As eleições municipais do último período geraram números que nos convidam a uma reflexão atenta acerca do atual estado da representatividade da mulher na política do país. Duas frações numéricas muito simbólicas são as do percentual de mulheres eleitas (prefeitas ou vereadoras); e as proporções entre homens e mulheres quando analisamos as candidaturas caracterizadas pela legislação como “laranjas”, ou seja, quando não há campanha, movimentação financeira nas contas, e votação zerada. Em outras palavras, candidaturas cujos indícios apontam fortemente para uma simulação; uma candidatura falsa apenas para responder a uma demanda legal.

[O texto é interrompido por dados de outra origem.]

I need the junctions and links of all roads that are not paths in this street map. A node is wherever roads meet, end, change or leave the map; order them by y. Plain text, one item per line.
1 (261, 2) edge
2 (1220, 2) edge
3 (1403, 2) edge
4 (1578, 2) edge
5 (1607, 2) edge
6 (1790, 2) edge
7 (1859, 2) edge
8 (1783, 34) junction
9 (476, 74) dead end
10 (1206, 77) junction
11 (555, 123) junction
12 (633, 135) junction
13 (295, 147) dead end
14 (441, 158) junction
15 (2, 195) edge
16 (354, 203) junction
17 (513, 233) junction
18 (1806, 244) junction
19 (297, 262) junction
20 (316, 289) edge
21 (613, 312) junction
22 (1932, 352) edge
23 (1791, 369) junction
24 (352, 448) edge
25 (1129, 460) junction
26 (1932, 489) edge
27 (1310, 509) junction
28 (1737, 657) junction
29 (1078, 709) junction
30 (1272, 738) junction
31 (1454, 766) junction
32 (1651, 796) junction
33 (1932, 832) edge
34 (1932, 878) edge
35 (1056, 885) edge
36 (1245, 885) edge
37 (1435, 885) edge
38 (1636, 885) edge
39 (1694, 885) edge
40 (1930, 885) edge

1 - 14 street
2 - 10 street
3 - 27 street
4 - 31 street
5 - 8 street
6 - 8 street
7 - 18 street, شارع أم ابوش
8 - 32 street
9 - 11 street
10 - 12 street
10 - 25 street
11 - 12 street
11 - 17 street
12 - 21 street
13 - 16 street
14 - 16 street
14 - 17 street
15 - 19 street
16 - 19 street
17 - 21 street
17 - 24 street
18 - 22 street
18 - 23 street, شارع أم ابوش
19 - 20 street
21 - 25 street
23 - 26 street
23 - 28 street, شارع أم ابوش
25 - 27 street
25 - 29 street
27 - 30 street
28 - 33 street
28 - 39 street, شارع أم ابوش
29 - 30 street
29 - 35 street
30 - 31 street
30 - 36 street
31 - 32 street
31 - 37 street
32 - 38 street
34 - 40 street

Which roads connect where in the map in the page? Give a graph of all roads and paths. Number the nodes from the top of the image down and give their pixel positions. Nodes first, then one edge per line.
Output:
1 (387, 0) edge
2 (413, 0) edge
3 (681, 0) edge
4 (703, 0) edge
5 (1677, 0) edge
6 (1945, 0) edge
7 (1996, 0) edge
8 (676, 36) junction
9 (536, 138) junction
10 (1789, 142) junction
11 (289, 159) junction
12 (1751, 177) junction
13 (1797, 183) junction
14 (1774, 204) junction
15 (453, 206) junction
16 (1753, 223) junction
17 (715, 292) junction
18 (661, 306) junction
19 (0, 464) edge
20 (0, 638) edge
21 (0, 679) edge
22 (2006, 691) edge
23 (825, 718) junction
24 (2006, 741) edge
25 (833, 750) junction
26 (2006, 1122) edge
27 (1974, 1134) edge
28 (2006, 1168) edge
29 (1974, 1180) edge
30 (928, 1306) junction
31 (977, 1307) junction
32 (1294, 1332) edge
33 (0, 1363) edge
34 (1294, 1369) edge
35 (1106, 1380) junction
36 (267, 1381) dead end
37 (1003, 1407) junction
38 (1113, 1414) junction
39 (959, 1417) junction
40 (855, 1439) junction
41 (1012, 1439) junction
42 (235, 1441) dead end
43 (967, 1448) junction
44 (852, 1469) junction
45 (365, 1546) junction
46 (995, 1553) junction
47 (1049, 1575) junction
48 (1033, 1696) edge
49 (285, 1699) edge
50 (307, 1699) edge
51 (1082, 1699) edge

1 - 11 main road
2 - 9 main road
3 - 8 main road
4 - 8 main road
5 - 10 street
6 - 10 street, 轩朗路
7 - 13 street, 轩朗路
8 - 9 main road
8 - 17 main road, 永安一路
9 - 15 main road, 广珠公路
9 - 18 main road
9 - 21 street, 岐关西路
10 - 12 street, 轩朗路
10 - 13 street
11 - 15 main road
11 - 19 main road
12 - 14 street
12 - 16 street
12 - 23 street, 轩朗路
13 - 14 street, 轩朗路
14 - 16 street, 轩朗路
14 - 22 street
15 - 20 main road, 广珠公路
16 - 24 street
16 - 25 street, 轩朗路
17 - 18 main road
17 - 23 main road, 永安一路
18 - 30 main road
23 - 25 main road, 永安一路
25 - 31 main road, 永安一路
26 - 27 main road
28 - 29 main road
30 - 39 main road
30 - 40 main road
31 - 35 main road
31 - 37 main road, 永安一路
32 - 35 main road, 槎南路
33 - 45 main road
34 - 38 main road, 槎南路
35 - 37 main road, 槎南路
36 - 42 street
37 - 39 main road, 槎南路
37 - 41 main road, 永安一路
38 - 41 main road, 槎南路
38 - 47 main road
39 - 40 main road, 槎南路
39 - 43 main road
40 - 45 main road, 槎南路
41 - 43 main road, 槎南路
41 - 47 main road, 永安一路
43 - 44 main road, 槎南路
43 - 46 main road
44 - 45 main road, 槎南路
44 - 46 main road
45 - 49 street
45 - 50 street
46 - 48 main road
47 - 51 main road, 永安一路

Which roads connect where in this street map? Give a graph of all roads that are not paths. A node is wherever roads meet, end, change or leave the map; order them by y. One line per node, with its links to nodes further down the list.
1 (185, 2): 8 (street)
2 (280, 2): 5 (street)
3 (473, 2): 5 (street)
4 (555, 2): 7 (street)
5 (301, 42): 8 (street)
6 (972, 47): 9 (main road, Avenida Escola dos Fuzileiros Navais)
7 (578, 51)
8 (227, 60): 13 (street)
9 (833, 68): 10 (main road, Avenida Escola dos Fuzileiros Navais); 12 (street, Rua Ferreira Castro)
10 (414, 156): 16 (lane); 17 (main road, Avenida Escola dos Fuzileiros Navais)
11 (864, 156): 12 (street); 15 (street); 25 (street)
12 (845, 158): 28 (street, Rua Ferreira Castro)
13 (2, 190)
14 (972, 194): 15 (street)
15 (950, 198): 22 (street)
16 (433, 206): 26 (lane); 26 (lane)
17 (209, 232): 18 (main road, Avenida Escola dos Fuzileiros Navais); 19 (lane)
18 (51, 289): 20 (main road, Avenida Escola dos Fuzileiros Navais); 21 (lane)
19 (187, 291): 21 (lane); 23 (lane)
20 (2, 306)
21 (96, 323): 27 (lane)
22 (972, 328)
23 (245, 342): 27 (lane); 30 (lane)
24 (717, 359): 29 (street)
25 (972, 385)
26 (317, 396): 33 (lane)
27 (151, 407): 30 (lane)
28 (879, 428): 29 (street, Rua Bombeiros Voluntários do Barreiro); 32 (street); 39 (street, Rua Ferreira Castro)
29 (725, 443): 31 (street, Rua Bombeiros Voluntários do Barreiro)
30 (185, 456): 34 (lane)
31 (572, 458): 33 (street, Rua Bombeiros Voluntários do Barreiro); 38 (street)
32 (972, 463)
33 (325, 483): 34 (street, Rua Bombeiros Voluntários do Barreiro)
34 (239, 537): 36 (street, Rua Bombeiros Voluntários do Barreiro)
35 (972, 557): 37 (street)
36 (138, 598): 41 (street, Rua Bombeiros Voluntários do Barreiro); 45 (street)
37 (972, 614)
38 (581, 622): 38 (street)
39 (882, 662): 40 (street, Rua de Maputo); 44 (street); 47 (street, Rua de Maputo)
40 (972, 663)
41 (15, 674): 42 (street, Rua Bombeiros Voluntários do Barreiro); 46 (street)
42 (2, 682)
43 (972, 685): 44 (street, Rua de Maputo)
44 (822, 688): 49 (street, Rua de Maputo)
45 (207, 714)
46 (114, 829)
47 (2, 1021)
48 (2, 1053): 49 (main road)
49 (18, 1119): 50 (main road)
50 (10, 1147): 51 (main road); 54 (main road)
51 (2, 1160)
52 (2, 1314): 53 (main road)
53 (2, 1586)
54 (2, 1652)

Agravando a complexidade desse cenário, os dados apresentados pelo TSE sobre as candidaturas que obtiveram zero votos e são caracterizadas como “laranja”, nos dão a dimensão do quanto há ainda por avançar em se tratando de representação feminina na política: foram 16.131 candidaturas fictícias, sendo que dessas, 14.417 eram de mulheres, quase 90% do total.
A combinação impactante desses dois dados faz mais sentido quando os associamos à lei 12.043 de 2009, que prevê uma cota mínima de 30% de candidatos de um dos dois gêneros na formação e inscrição das chapas de vereadores e deputados estaduais/federais. É fato que os homens estão longe de serem minoria nos espaços políticos institucionais, caracterizando a lei como ferramenta legal de inclusão das mulheres nos processos eleitorais.
Contudo, a imensa quantidade de candidatas falsas nos mostra que não há cumprimento da legislação como sugere sua redação, no sentido de fomentar as organizações partidárias a formar figuras públicas e quadros avançados femininos que resultarão em candidatas orgânicas. Contrariamente, a lei se tornou mais um concentrador de fraudes, pela recusa de muito partidos em encará-la como incentivo a um processo eleitoral mais igualitário e representativo. Há muito a se construir no movimento de mulheres, e isso fica mais que evidente quando temos de reconhecer que os incentivos do judiciário não bastam para transformar o machismo estrutural que está muito bem instalado na política brasileira.
Em São Carlos, interior de São Paulo, uma chapa de vereadores com coligação entre os partidos PROS/PEN/PTN teve 6 candidatas laranjas, denunciadas pelo promotor eleitoral, que pede a inelegibilidade por 8 anos das candidatas, a anulação dos votos dados à chapa, e o recálculo do quociente eleitoral.
Em Alvorada há aspectos muito semelhantes. Um das candidatas fictícias era mãe do presidente do PSBD, que também foi candidato. A promotora Rochelle Danusa Jelineck, da Promotoria de Justiça Especializada, já concluiu que houve fraude e que há declarações das próprias mulheres que dão base para se afirmar que as mesmas foram convidadas para filiarem-se e compor a chapa tão somente para o preenchimento dos 30% exigido pela lei 12.034, caracterizando-as como candidatas fictícias. A promotora analisa os encaminhamentos que serão feitos na esfera da justiça eleitoral, uma vez que a coligação PV/PSDB não fez nenhuma cadeira.
No município de São Paulo há também denúncia do MP pedindo a cassação dos registro da coligação PMDB/PSD, e também dos partidos PTB e Solidariedade também por motivo de fraude na cota de gênero. Nesse caso, a ação já foi julgada e a promotora eleitoral Vera Lúcia de Camargo Braga pediu aplicação de multa e pedido da inelegibilidade de todos os candidatos e candidatas inscritos na chapa, também para os membros da executiva dos partidos envolvidos na fraude, podendo resultar, inclusive, na cassação de seis vereadores eleitos pela coligação PMDB/PSD.